_EXERCISE:_
The records that follow are to be given again exactly. Do not carry over any image.

[EXERCISE INPUTS — start]

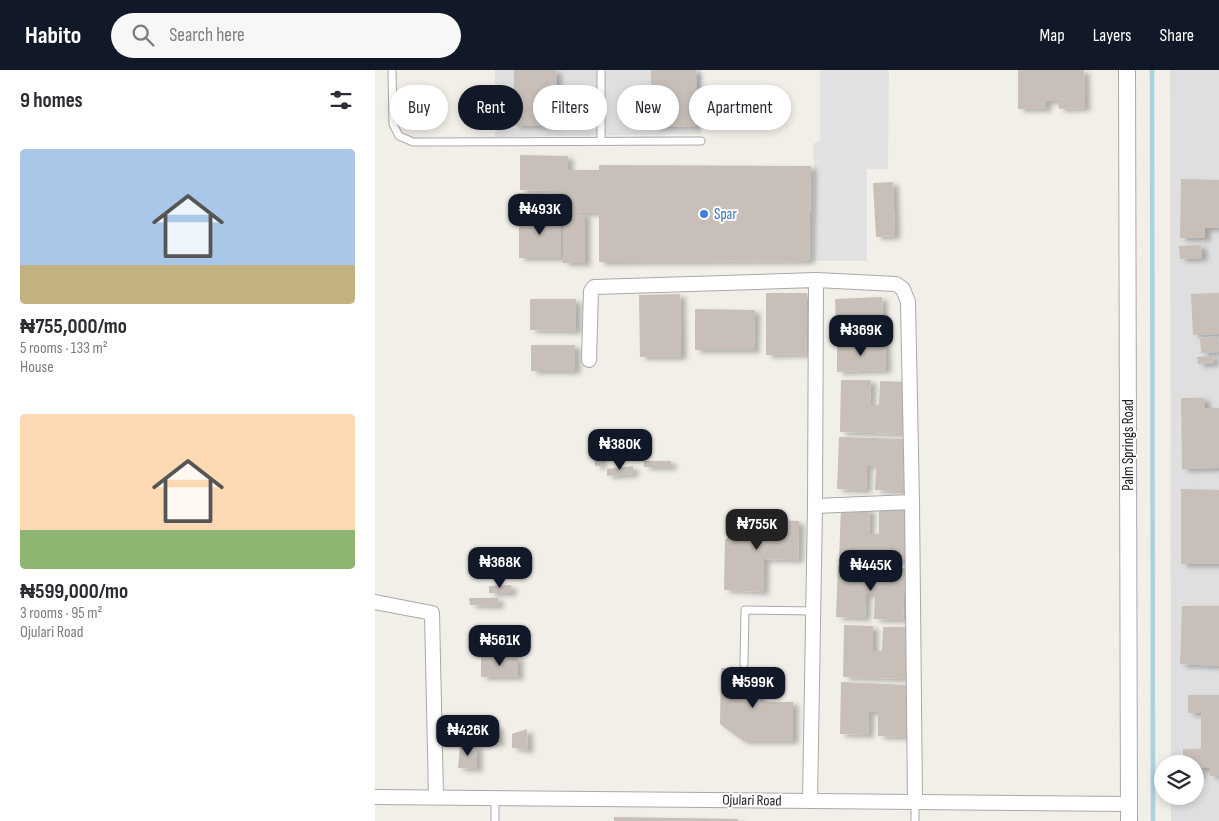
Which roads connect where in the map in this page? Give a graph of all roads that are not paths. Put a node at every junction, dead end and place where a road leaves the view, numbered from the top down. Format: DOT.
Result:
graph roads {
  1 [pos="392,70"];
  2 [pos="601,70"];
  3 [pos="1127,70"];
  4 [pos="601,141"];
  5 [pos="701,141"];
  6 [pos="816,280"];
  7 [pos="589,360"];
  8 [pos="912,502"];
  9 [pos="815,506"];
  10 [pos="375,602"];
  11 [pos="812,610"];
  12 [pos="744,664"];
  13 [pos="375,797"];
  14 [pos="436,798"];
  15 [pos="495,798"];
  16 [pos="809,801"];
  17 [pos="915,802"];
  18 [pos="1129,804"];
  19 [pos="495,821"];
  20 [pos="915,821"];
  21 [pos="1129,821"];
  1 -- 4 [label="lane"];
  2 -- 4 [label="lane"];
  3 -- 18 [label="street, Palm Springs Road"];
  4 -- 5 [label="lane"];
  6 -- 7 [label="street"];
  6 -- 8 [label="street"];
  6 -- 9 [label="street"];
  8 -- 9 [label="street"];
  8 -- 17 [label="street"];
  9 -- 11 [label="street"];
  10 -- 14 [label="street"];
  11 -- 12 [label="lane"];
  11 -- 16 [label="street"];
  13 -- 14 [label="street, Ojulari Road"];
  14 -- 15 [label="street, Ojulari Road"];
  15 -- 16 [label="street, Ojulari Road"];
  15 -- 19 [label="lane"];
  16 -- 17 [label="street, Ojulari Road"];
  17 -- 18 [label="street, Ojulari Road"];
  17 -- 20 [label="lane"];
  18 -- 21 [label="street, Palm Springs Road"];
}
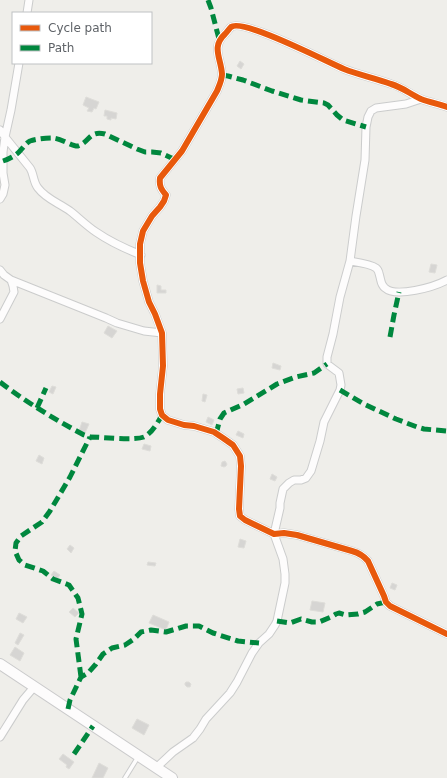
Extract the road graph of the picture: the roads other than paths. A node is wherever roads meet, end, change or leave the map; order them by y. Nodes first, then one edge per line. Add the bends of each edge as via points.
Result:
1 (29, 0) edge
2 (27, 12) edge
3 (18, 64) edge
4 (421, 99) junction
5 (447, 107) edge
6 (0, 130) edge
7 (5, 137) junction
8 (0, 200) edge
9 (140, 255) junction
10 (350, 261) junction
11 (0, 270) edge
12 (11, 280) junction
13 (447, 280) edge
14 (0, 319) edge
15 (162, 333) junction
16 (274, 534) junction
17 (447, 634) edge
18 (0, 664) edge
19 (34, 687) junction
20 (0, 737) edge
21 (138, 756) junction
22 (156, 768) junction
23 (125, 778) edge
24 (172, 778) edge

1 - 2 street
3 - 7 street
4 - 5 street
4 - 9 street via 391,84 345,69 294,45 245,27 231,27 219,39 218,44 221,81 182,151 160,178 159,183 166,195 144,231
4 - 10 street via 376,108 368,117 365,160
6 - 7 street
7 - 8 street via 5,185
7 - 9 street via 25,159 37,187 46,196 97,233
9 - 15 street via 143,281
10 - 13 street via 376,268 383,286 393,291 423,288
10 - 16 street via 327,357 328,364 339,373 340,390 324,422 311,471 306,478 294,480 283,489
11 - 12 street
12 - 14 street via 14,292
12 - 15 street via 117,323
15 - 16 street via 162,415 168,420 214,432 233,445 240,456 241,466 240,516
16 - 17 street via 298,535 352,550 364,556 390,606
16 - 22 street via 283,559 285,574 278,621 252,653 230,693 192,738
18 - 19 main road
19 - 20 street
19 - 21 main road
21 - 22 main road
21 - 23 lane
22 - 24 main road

[EXERCISE INPUTS — finish]

_RESPONSE TO THIS EXERCISE:_
Which roads connect where in the map in this page? Give a graph of all roads that are not paths. Put a node at every junction, dead end and place where a road leaves the view, numbered from the top down. Format: DOT.
Result:
graph roads {
  1 [pos="392,70"];
  2 [pos="601,70"];
  3 [pos="1127,70"];
  4 [pos="601,141"];
  5 [pos="701,141"];
  6 [pos="816,280"];
  7 [pos="589,360"];
  8 [pos="912,502"];
  9 [pos="815,506"];
  10 [pos="375,602"];
  11 [pos="812,610"];
  12 [pos="744,664"];
  13 [pos="375,797"];
  14 [pos="436,798"];
  15 [pos="495,798"];
  16 [pos="809,801"];
  17 [pos="915,802"];
  18 [pos="1129,804"];
  19 [pos="495,821"];
  20 [pos="915,821"];
  21 [pos="1129,821"];
  1 -- 4 [label="lane"];
  2 -- 4 [label="lane"];
  3 -- 18 [label="street, Palm Springs Road"];
  4 -- 5 [label="lane"];
  6 -- 7 [label="street"];
  6 -- 8 [label="street"];
  6 -- 9 [label="street"];
  8 -- 9 [label="street"];
  8 -- 17 [label="street"];
  9 -- 11 [label="street"];
  10 -- 14 [label="street"];
  11 -- 12 [label="lane"];
  11 -- 16 [label="street"];
  13 -- 14 [label="street, Ojulari Road"];
  14 -- 15 [label="street, Ojulari Road"];
  15 -- 16 [label="street, Ojulari Road"];
  15 -- 19 [label="lane"];
  16 -- 17 [label="street, Ojulari Road"];
  17 -- 18 [label="street, Ojulari Road"];
  17 -- 20 [label="lane"];
  18 -- 21 [label="street, Palm Springs Road"];
}
Extract the road graph of the picture: the roads other than paths. A node is wherever roads meet, end, change or leave the map; order them by y. Nodes first, then one edge per line. Add the bends of each edge as via points.
Result:
1 (29, 0) edge
2 (27, 12) edge
3 (18, 64) edge
4 (421, 99) junction
5 (447, 107) edge
6 (0, 130) edge
7 (5, 137) junction
8 (0, 200) edge
9 (140, 255) junction
10 (350, 261) junction
11 (0, 270) edge
12 (11, 280) junction
13 (447, 280) edge
14 (0, 319) edge
15 (162, 333) junction
16 (274, 534) junction
17 (447, 634) edge
18 (0, 664) edge
19 (34, 687) junction
20 (0, 737) edge
21 (138, 756) junction
22 (156, 768) junction
23 (125, 778) edge
24 (172, 778) edge

1 - 2 street
3 - 7 street
4 - 5 street
4 - 9 street via 391,84 345,69 294,45 245,27 231,27 219,39 218,44 221,81 182,151 160,178 159,183 166,195 144,231
4 - 10 street via 376,108 368,117 365,160
6 - 7 street
7 - 8 street via 5,185
7 - 9 street via 25,159 37,187 46,196 97,233
9 - 15 street via 143,281
10 - 13 street via 376,268 383,286 393,291 423,288
10 - 16 street via 327,357 328,364 339,373 340,390 324,422 311,471 306,478 294,480 283,489
11 - 12 street
12 - 14 street via 14,292
12 - 15 street via 117,323
15 - 16 street via 162,415 168,420 214,432 233,445 240,456 241,466 240,516
16 - 17 street via 298,535 352,550 364,556 390,606
16 - 22 street via 283,559 285,574 278,621 252,653 230,693 192,738
18 - 19 main road
19 - 20 street
19 - 21 main road
21 - 22 main road
21 - 23 lane
22 - 24 main road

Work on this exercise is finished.